= Exercise details =
Which lines of the data hold the word "Nogososro"? Copy all of them.

[Stored data entries]
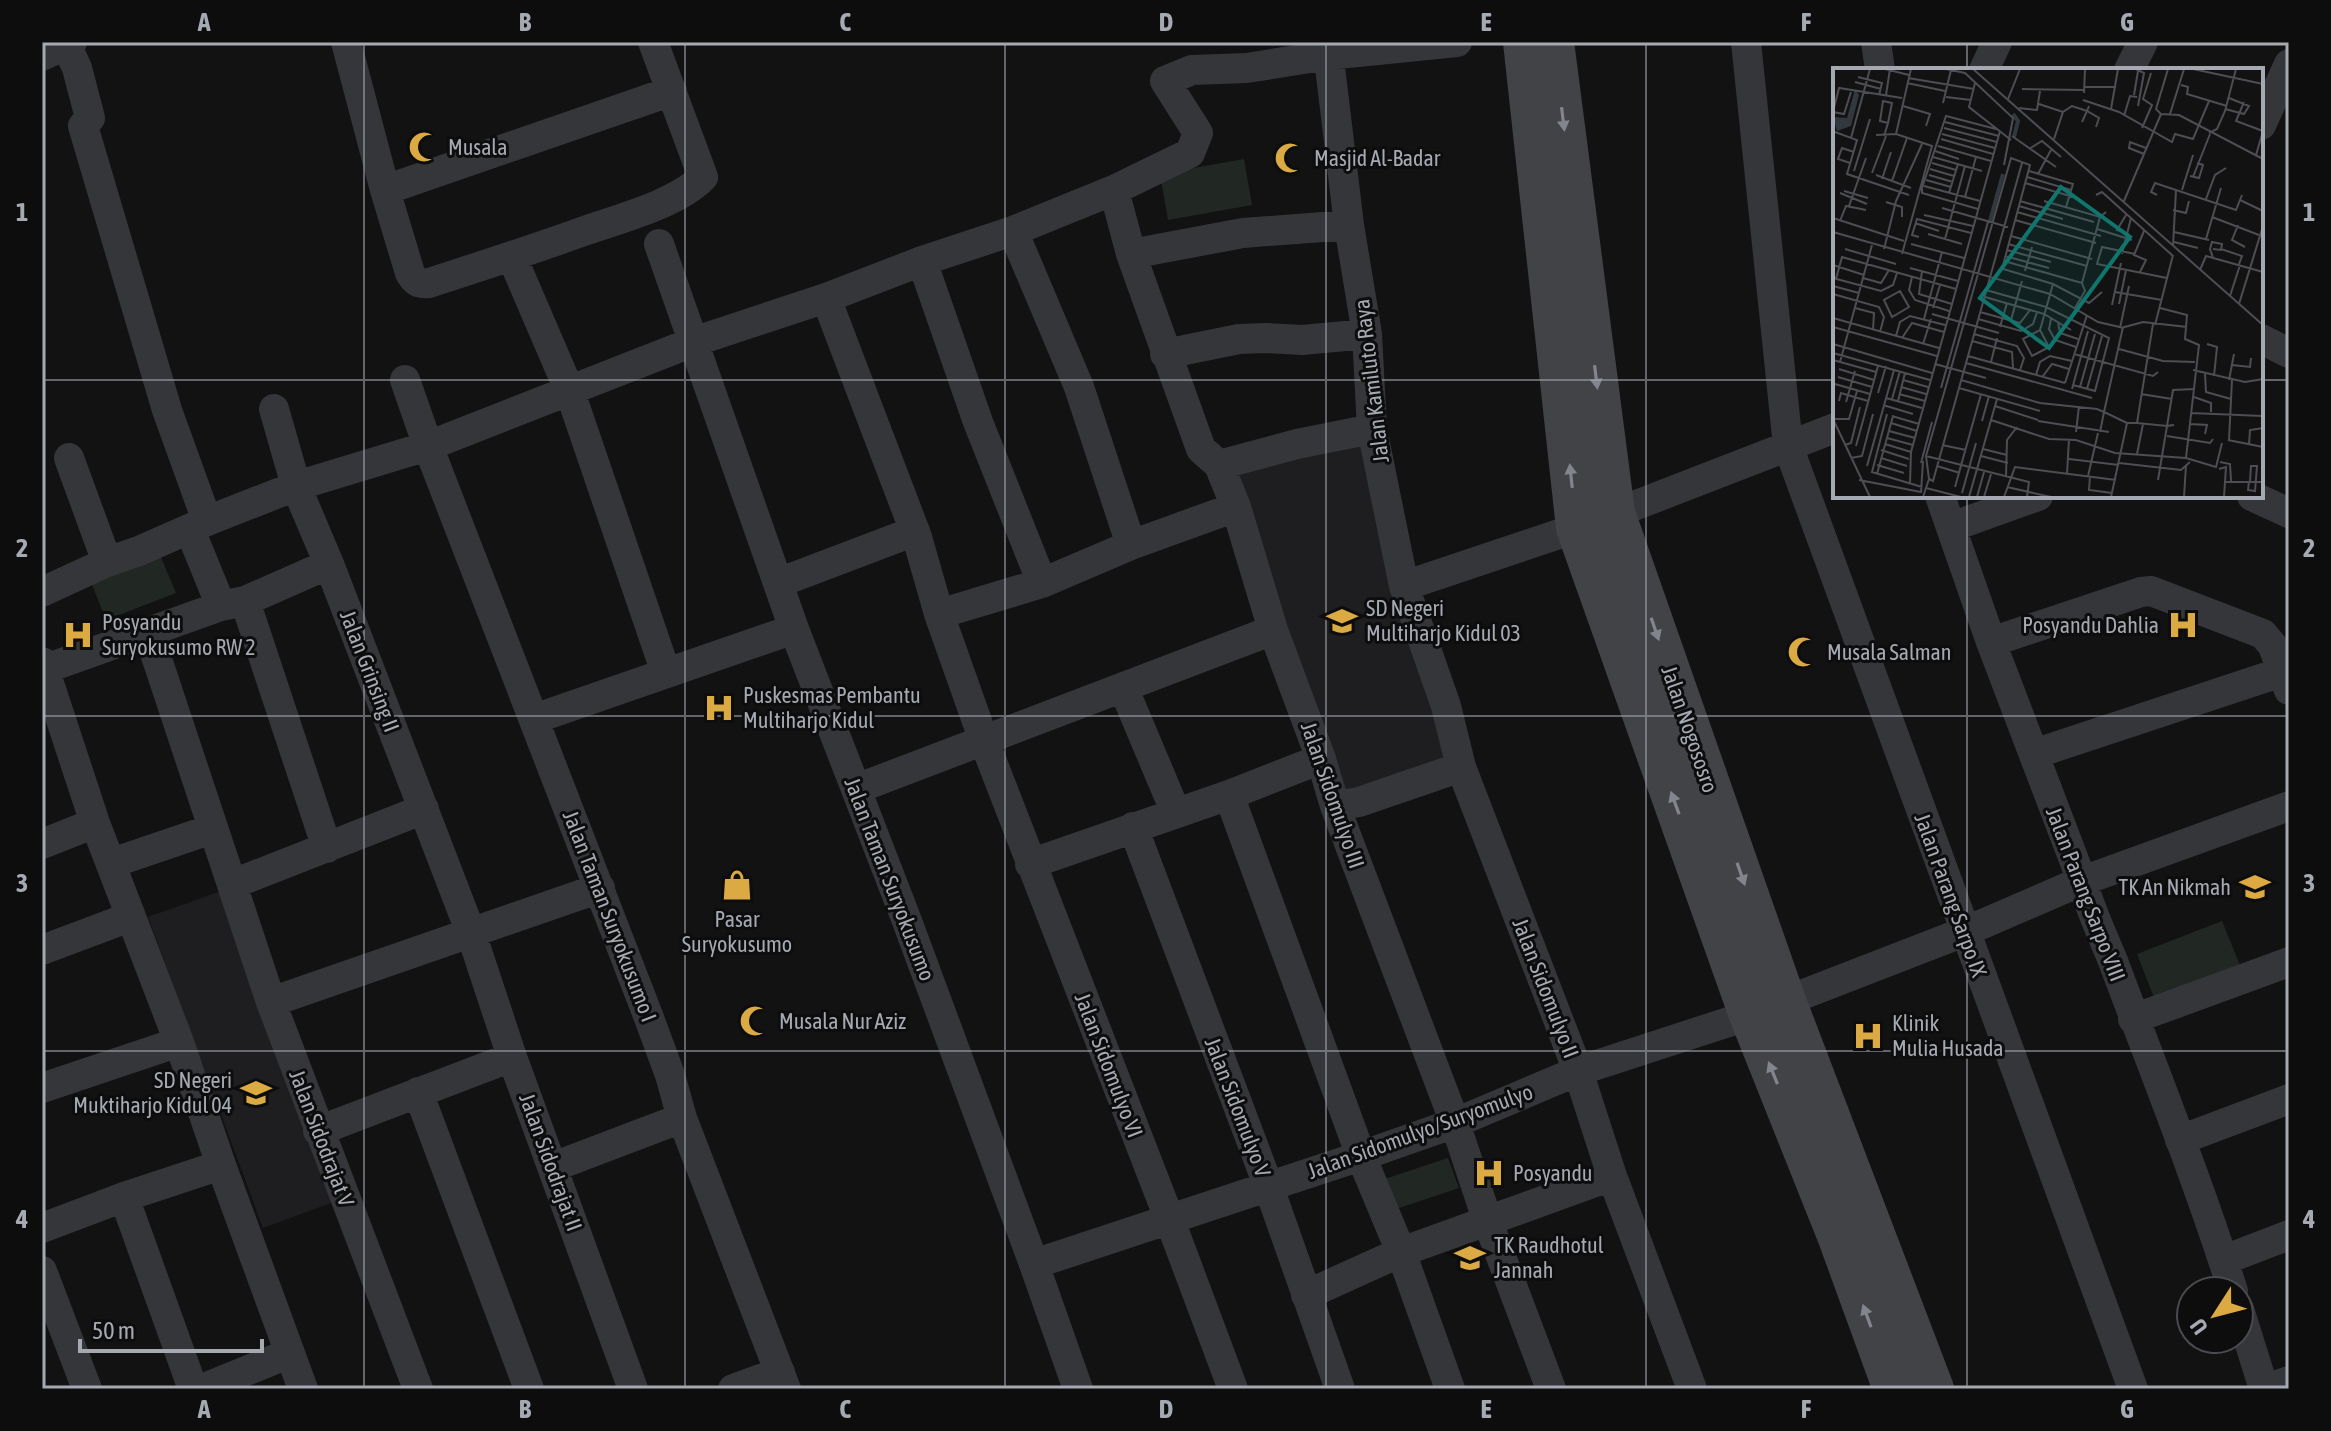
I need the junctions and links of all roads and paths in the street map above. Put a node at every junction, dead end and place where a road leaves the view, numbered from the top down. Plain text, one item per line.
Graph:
1 (346, 42) edge
2 (653, 42) edge
3 (1457, 42) edge
4 (1524, 42) edge
5 (1553, 42) edge
6 (1746, 42) edge
7 (1876, 42) edge
8 (1997, 42) edge
9 (2143, 42) edge
10 (61, 46) edge
11 (1327, 48) edge
12 (2289, 64) edge
13 (1880, 68) edge
14 (1985, 68) edge
15 (2130, 68) edge
16 (672, 91) junction
17 (2263, 121) edge
18 (385, 190) junction
19 (1114, 190) junction
20 (1349, 225) junction
21 (1013, 231) junction
22 (659, 244) dead end
23 (1131, 254) junction
24 (512, 257) junction
25 (922, 261) junction
26 (826, 298) junction
27 (1367, 334) junction
28 (2263, 340) edge
29 (693, 342) junction
30 (2289, 353) edge
31 (1165, 354) junction
32 (405, 380) dead end
33 (570, 392) junction
34 (274, 409) dead end
35 (1372, 429) junction
36 (1833, 429) edge
37 (428, 446) junction
38 (1788, 446) junction
39 (69, 458) dead end
40 (1219, 465) junction
41 (296, 486) junction
42 (1941, 498) edge
43 (2032, 498) edge
44 (2256, 498) edge
45 (1236, 507) junction
46 (2289, 513) edge
47 (1595, 520) junction
48 (199, 526) junction
49 (1951, 527) junction
50 (915, 531) junction
51 (1131, 545) junction
52 (107, 562) junction
53 (329, 564) junction
54 (778, 583) junction
55 (1042, 583) junction
56 (1404, 586) junction
57 (42, 592) edge
58 (233, 604) junction
59 (939, 614) junction
60 (794, 629) junction
61 (1273, 630) junction
62 (148, 632) junction
63 (1991, 642) junction
64 (44, 666) edge
65 (666, 673) junction
66 (2286, 681) edge
67 (1123, 687) junction
68 (534, 719) junction
69 (53, 728) edge
70 (984, 741) junction
71 (2034, 754) junction
72 (1321, 759) junction
73 (1461, 767) junction
74 (856, 789) junction
75 (1229, 795) junction
76 (1335, 806) junction
77 (2289, 806) edge
78 (424, 809) junction
79 (1176, 813) junction
80 (95, 823) junction
81 (1133, 827) junction
82 (212, 829) junction
83 (42, 844) edge
84 (327, 848) junction
85 (112, 863) junction
86 (1030, 864) junction
87 (2082, 881) junction
88 (233, 884) junction
89 (600, 888) junction
90 (130, 917) junction
91 (1964, 932) junction
92 (471, 933) junction
93 (42, 950) edge
94 (2289, 962) edge
95 (271, 1002) junction
96 (1768, 1008) junction
97 (2133, 1019) junction
98 (179, 1042) junction
99 (512, 1057) junction
100 (1578, 1071) junction
101 (42, 1088) edge
102 (418, 1092) junction
103 (2289, 1099) edge
104 (682, 1118) junction
105 (1455, 1123) junction
106 (318, 1131) junction
107 (2180, 1140) junction
108 (1361, 1156) junction
109 (221, 1165) junction
110 (553, 1167) junction
111 (1612, 1176) junction
112 (1268, 1185) junction
113 (124, 1197) junction
114 (1169, 1218) junction
115 (1488, 1222) junction
116 (42, 1228) edge
117 (2289, 1235) edge
118 (1401, 1252) junction
119 (2224, 1260) junction
120 (1034, 1264) junction
121 (42, 1271) edge
122 (2228, 1275) edge
123 (1306, 1295) junction
124 (290, 1353) junction
125 (2254, 1355) edge
126 (783, 1380) edge
127 (2289, 1381) edge
128 (87, 1389) edge
129 (193, 1389) edge
130 (202, 1389) edge
131 (303, 1389) edge
132 (418, 1389) edge
133 (529, 1389) edge
134 (633, 1389) edge
135 (733, 1389) edge
136 (1078, 1389) edge
137 (1233, 1389) edge
138 (1340, 1389) edge
139 (1450, 1389) edge
140 (1551, 1389) edge
141 (1692, 1389) edge
142 (1894, 1389) edge
143 (1933, 1389) edge
144 (2133, 1389) edge
145 (2265, 1389) edge

1 - 18 street
2 - 16 street
3 - 11 street
47 -> 4 street, Jalan Nogososro
5 -> 47 street, Jalan Nogososro
6 - 38 street, Jalan Parang Sarpo IX
7 - 13 street
8 - 14 street
9 - 15 street
10 - 48 street
11 - 19 street
11 - 20 street, Jalan Kamiluto Raya
12 - 17 street
16 - 18 street
16 - 24 street
18 - 24 street
19 - 21 street
19 - 23 street, Jalan Sidomulyo III
20 - 23 street
20 - 27 street, Jalan Kamiluto Raya
21 - 25 street
21 - 51 street
22 - 29 street, Jalan Taman Suryokusumo
23 - 31 street, Jalan Sidomulyo III
24 - 33 street
25 - 26 street
25 - 55 street
26 - 29 street
26 - 50 street, Jalan Sidomulyo VI
27 - 31 street
27 - 35 street, Jalan Kamiluto Raya
28 - 30 street
29 - 33 street
29 - 54 street, Jalan Taman Suryokusumo
31 - 40 street, Jalan Sidomulyo III
32 - 37 street, Jalan Taman Suryokusumo I
33 - 37 street
33 - 65 street
34 - 41 street, Jalan Grinsing II
35 - 40 street
35 - 56 street, Jalan Kamiluto Raya
36 - 38 street
37 - 41 street
37 - 68 street, Jalan Taman Suryokusumo I
38 - 47 street
38 - 91 street, Jalan Parang Sarpo IX
39 - 52 street
40 - 45 street, Jalan Sidomulyo III
41 - 48 street
41 - 53 street, Jalan Grinsing II
42 - 49 street, Jalan Parang Sarpo VIII
43 - 49 street
44 - 46 street
45 - 51 street
45 - 61 street, Jalan Sidomulyo III
47 - 56 street
47 - 96 street, Jalan Nogososro
48 - 52 street
48 - 58 street
49 - 63 street, Jalan Parang Sarpo VIII
50 - 54 street
50 - 59 street, Jalan Sidomulyo VI
51 - 55 street
52 - 57 street
53 - 58 street
53 - 78 street, Jalan Grinsing II
54 - 60 street, Jalan Taman Suryokusumo
55 - 59 street
56 - 73 street, Jalan Sidomulyo II
58 - 62 street
58 - 84 street
59 - 70 street, Jalan Sidomulyo VI
60 - 65 street
60 - 74 street, Jalan Taman Suryokusumo
61 - 67 street
61 - 72 street, Jalan Sidomulyo III
62 - 64 street
62 - 82 street, Jalan Sidodrajat V
63 - 66 street
63 - 71 street, Jalan Parang Sarpo VIII
64 - 69 street
65 - 68 street
66 - 71 street
67 - 70 street
67 - 79 street
68 - 89 street, Jalan Taman Suryokusumo I
69 - 80 street
70 - 74 street
70 - 86 street, Jalan Sidomulyo VI
71 - 87 street, Jalan Parang Sarpo VIII
72 - 75 street
72 - 76 street, Jalan Sidomulyo III
73 - 76 street
73 - 100 street, Jalan Sidomulyo II
74 - 120 street, Jalan Taman Suryokusumo
75 - 79 street
75 - 108 street
76 - 105 street, Jalan Sidomulyo III
77 - 87 street, Jalan Sidomulyo/Suryomulyo
78 - 84 street
78 - 92 street, Jalan Grinsing II
79 - 81 street
80 - 83 street
80 - 85 street
81 - 86 street
81 - 112 street, Jalan Sidomulyo V
82 - 85 street
82 - 88 street, Jalan Sidodrajat V
84 - 88 street
85 - 90 street
86 - 114 street, Jalan Sidomulyo VI
87 - 91 street, Jalan Sidomulyo/Suryomulyo
87 - 97 street, Jalan Parang Sarpo VIII
88 - 95 street, Jalan Sidodrajat V
89 - 92 street
89 - 104 street, Jalan Taman Suryokusumo I
90 - 93 street
90 - 98 street
91 - 96 street, Jalan Sidomulyo/Suryomulyo
91 - 144 street, Jalan Parang Sarpo IX
92 - 95 street
92 - 99 street, Jalan Sidodrajat II
94 - 97 street
95 - 106 street, Jalan Sidodrajat V
96 - 100 street, Jalan Sidomulyo/Suryomulyo
142 -> 96 street, Jalan Nogososro
96 - 143 street, Jalan Nogososro
97 - 107 street, Jalan Parang Sarpo VIII
98 - 101 street
98 - 109 street
99 - 102 street
99 - 110 street, Jalan Sidodrajat II
100 - 105 street, Jalan Sidomulyo/Suryomulyo
100 - 111 street, Jalan Sidomulyo II
102 - 106 street
102 - 133 street
103 - 107 street
104 - 110 street
104 - 126 street, Jalan Taman Suryokusumo I
105 - 108 street, Jalan Sidomulyo/Suryomulyo
105 - 115 street, Jalan Sidomulyo III
106 - 132 street, Jalan Sidodrajat V
107 - 119 street, Jalan Parang Sarpo VIII
108 - 112 street, Jalan Sidomulyo/Suryomulyo
108 - 118 street
109 - 113 street
109 - 124 street
110 - 134 street, Jalan Sidodrajat II
111 - 115 street
111 - 141 street, Jalan Sidomulyo II
112 - 114 street, Jalan Sidomulyo/Suryomulyo
112 - 123 street, Jalan Sidomulyo V
113 - 116 street
113 - 129 street
114 - 120 street, Jalan Sidomulyo/Suryomulyo
114 - 137 street, Jalan Sidomulyo VI
115 - 118 street
115 - 140 street
117 - 119 street
118 - 123 street
118 - 139 street
119 - 122 street, Jalan Parang Sarpo VIII
120 - 136 street, Jalan Taman Suryokusumo
121 - 128 street
123 - 138 street, Jalan Sidomulyo V
124 - 130 street
124 - 131 street
125 - 145 street
126 - 135 street
127 - 145 street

= Task response =
47 -> 4 street, Jalan Nogososro
5 -> 47 street, Jalan Nogososro
47 - 96 street, Jalan Nogososro
142 -> 96 street, Jalan Nogososro
96 - 143 street, Jalan Nogososro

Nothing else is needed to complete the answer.